*Exercise instructions*.
Please write out all of the data below exactly, without including the pictures.

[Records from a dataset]
——————————

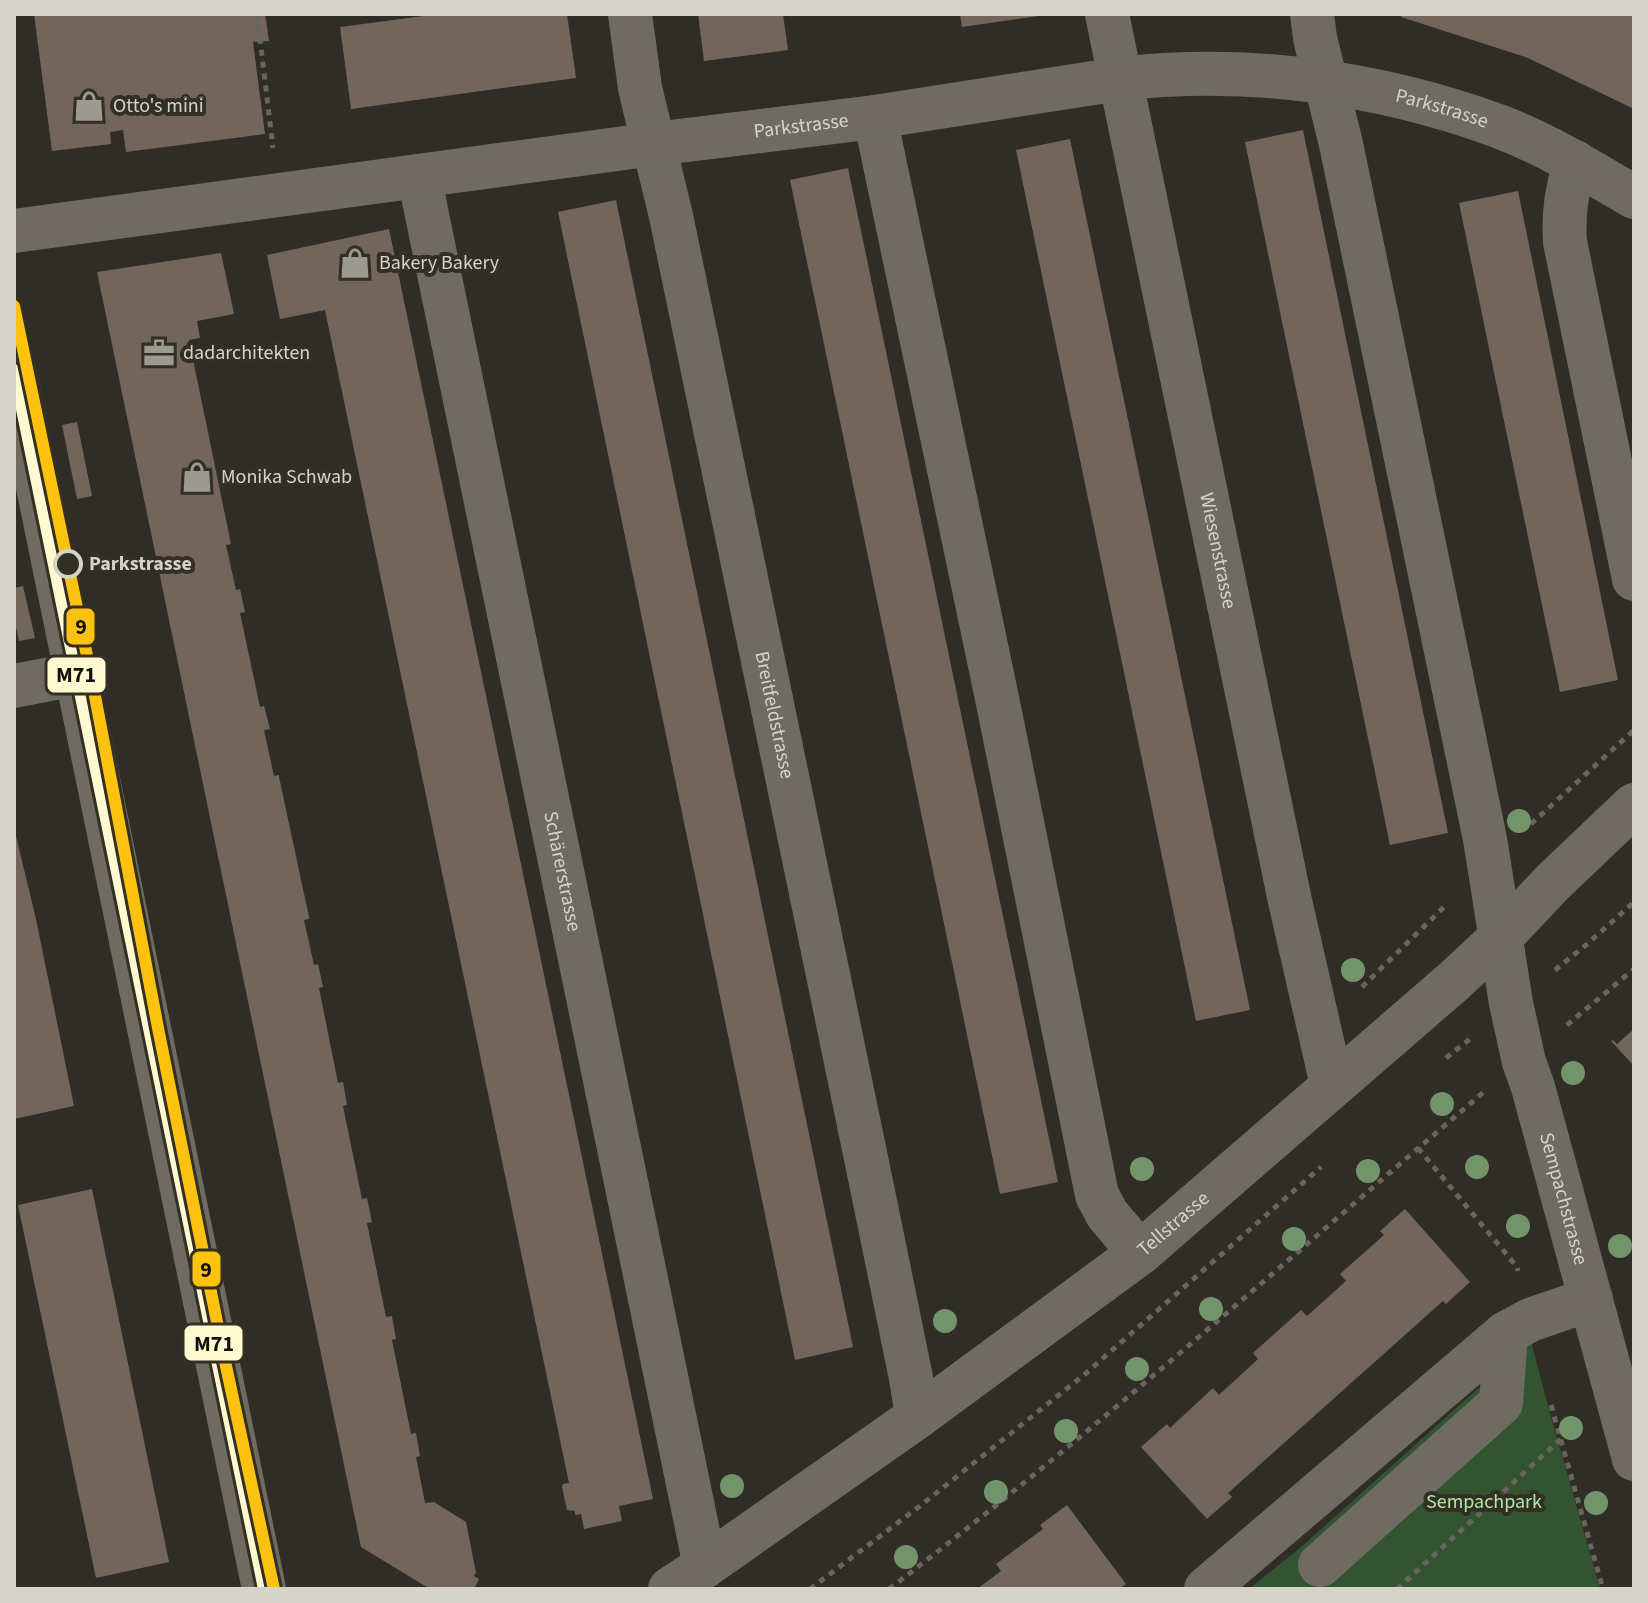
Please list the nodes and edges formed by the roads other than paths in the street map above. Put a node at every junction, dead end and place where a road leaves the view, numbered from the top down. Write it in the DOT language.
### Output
graph roads {
  1 [pos="630,14"];
  2 [pos="1107,14"];
  3 [pos="1312,14"];
  4 [pos="1119,79"];
  5 [pos="1327,83"];
  6 [pos="875,117"];
  7 [pos="654,144"];
  8 [pos="1575,162"];
  9 [pos="419,176"];
  10 [pos="1634,197"];
  11 [pos="14,231"];
  12 [pos="14,370"];
  13 [pos="1634,579"];
  14 [pos="76,674"];
  15 [pos="14,686"];
  16 [pos="1634,805"];
  17 [pos="1501,937"];
  18 [pos="1332,1085"];
  19 [pos="1140,1253"];
  20 [pos="1591,1299"];
  21 [pos="1506,1333"];
  22 [pos="917,1417"];
  23 [pos="1634,1459"];
  24 [pos="1320,1565"];
  25 [pos="688,1578"];
  26 [pos="264,1589"];
  27 [pos="1206,1589"];
  1 -- 7 [label="street, Breitfeldstrasse"];
  2 -- 4 [label="street, Wiesenstrasse"];
  3 -- 5 [label="street"];
  4 -- 5 [label="street, Parkstrasse"];
  4 -- 6 [label="street, Parkstrasse"];
  4 -- 18 [label="street, Wiesenstrasse"];
  5 -- 8 [label="street, Parkstrasse"];
  5 -- 17 [label="street"];
  6 -- 7 [label="street, Parkstrasse"];
  6 -- 19 [label="street"];
  7 -- 9 [label="street, Parkstrasse"];
  7 -- 22 [label="street, Breitfeldstrasse"];
  8 -- 10 [label="street, Parkstrasse"];
  8 -- 13 [label="street"];
  9 -- 11 [label="street, Parkstrasse"];
  9 -- 25 [label="street, Schärerstrasse"];
  12 -- 14 [label="street"];
  14 -- 15 [label="street"];
  14 -- 26 [label="street"];
  16 -- 17 [label="street, Tellstrasse"];
  17 -- 18 [label="street, Tellstrasse"];
  17 -- 20 [label="street, Sempachstrasse"];
  18 -- 19 [label="street, Tellstrasse"];
  19 -- 22 [label="street, Tellstrasse"];
  20 -- 21 [label="street"];
  20 -- 23 [label="street, Sempachstrasse"];
  21 -- 24 [label="street"];
  21 -- 27 [label="street"];
  22 -- 25 [label="street, Tellstrasse"];
}
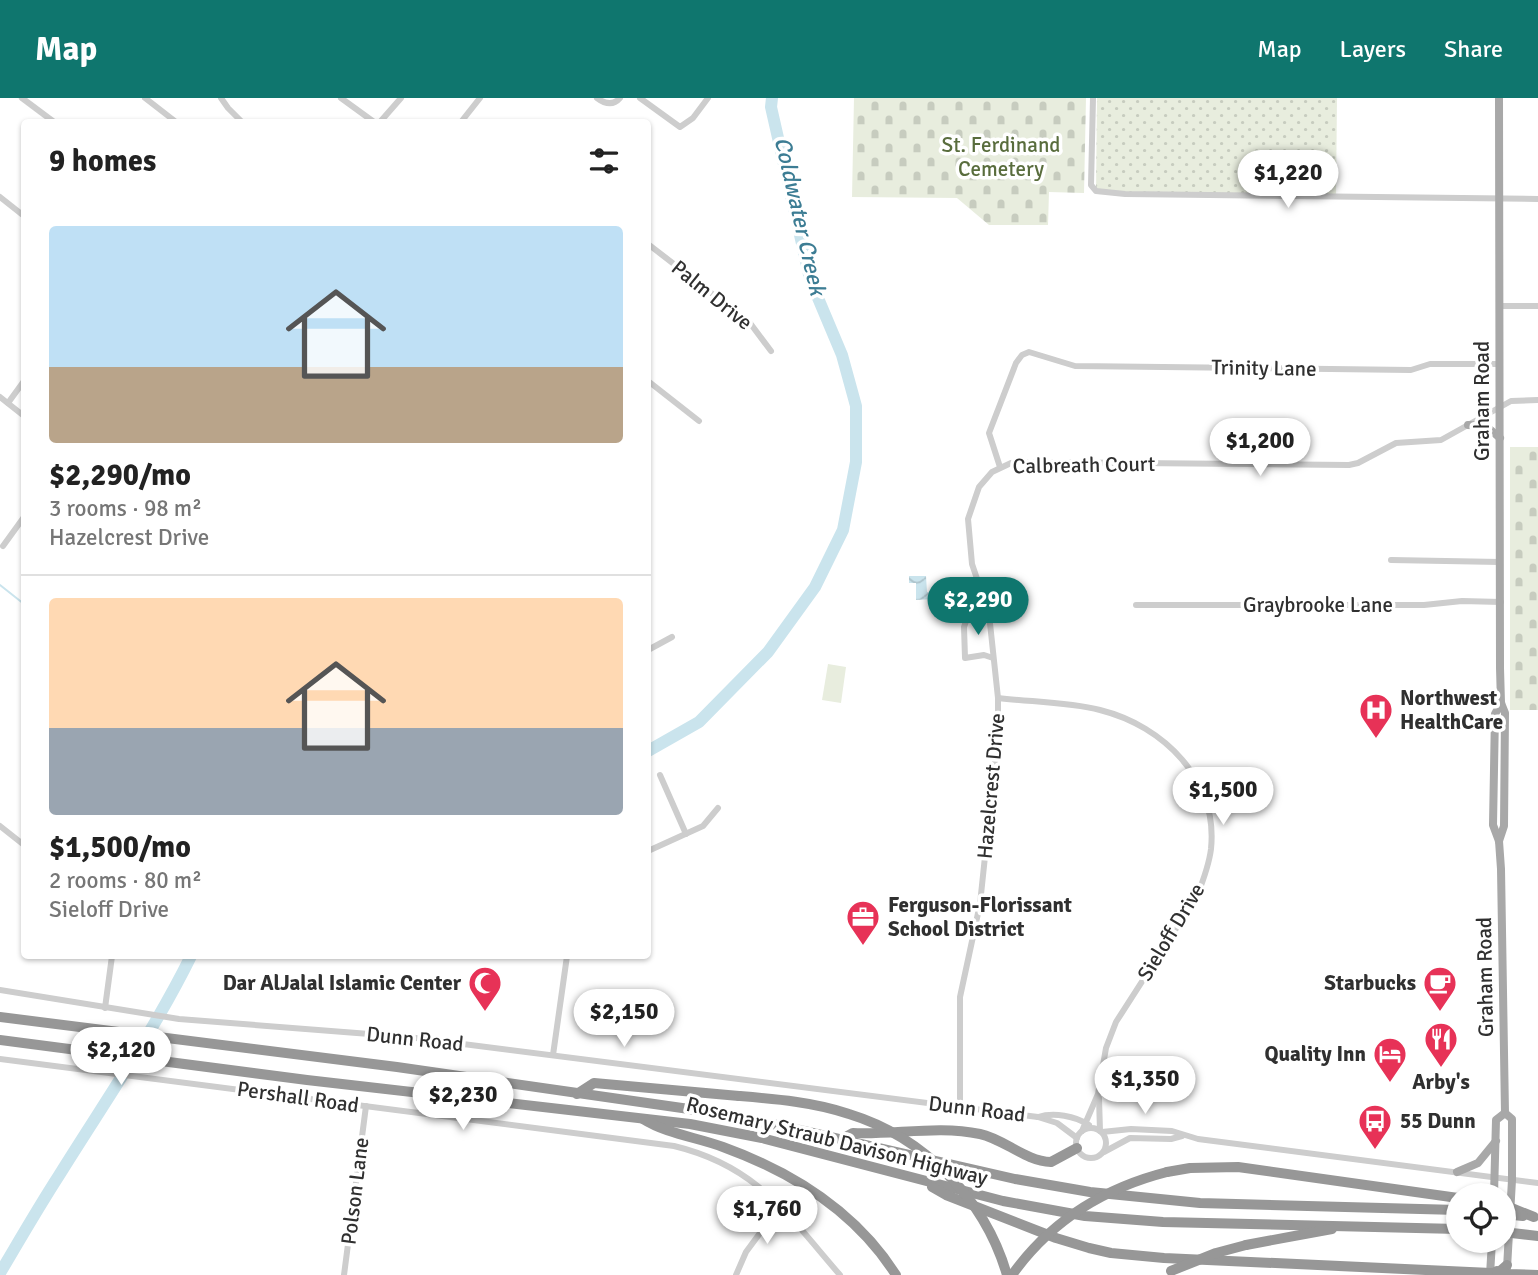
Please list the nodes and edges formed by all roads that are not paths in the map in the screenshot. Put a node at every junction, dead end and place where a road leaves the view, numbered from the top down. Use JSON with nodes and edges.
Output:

——————————

*Response to this exercise*.
Please list the nodes and edges formed by the roads other than paths in the street map above. Put a node at every junction, dead end and place where a road leaves the view, numbered from the top down. Write it in the DOT language.
### Output
graph roads {
  1 [pos="630,14"];
  2 [pos="1107,14"];
  3 [pos="1312,14"];
  4 [pos="1119,79"];
  5 [pos="1327,83"];
  6 [pos="875,117"];
  7 [pos="654,144"];
  8 [pos="1575,162"];
  9 [pos="419,176"];
  10 [pos="1634,197"];
  11 [pos="14,231"];
  12 [pos="14,370"];
  13 [pos="1634,579"];
  14 [pos="76,674"];
  15 [pos="14,686"];
  16 [pos="1634,805"];
  17 [pos="1501,937"];
  18 [pos="1332,1085"];
  19 [pos="1140,1253"];
  20 [pos="1591,1299"];
  21 [pos="1506,1333"];
  22 [pos="917,1417"];
  23 [pos="1634,1459"];
  24 [pos="1320,1565"];
  25 [pos="688,1578"];
  26 [pos="264,1589"];
  27 [pos="1206,1589"];
  1 -- 7 [label="street, Breitfeldstrasse"];
  2 -- 4 [label="street, Wiesenstrasse"];
  3 -- 5 [label="street"];
  4 -- 5 [label="street, Parkstrasse"];
  4 -- 6 [label="street, Parkstrasse"];
  4 -- 18 [label="street, Wiesenstrasse"];
  5 -- 8 [label="street, Parkstrasse"];
  5 -- 17 [label="street"];
  6 -- 7 [label="street, Parkstrasse"];
  6 -- 19 [label="street"];
  7 -- 9 [label="street, Parkstrasse"];
  7 -- 22 [label="street, Breitfeldstrasse"];
  8 -- 10 [label="street, Parkstrasse"];
  8 -- 13 [label="street"];
  9 -- 11 [label="street, Parkstrasse"];
  9 -- 25 [label="street, Schärerstrasse"];
  12 -- 14 [label="street"];
  14 -- 15 [label="street"];
  14 -- 26 [label="street"];
  16 -- 17 [label="street, Tellstrasse"];
  17 -- 18 [label="street, Tellstrasse"];
  17 -- 20 [label="street, Sempachstrasse"];
  18 -- 19 [label="street, Tellstrasse"];
  19 -- 22 [label="street, Tellstrasse"];
  20 -- 21 [label="street"];
  20 -- 23 [label="street, Sempachstrasse"];
  21 -- 24 [label="street"];
  21 -- 27 [label="street"];
  22 -- 25 [label="street, Tellstrasse"];
}
Please list the nodes and edges formed by all roads that are not paths in the map in the screenshot. Put a node at every junction, dead end and place where a road leaves the view, numbered from the top down. Use JSON with nodes and edges.
Output:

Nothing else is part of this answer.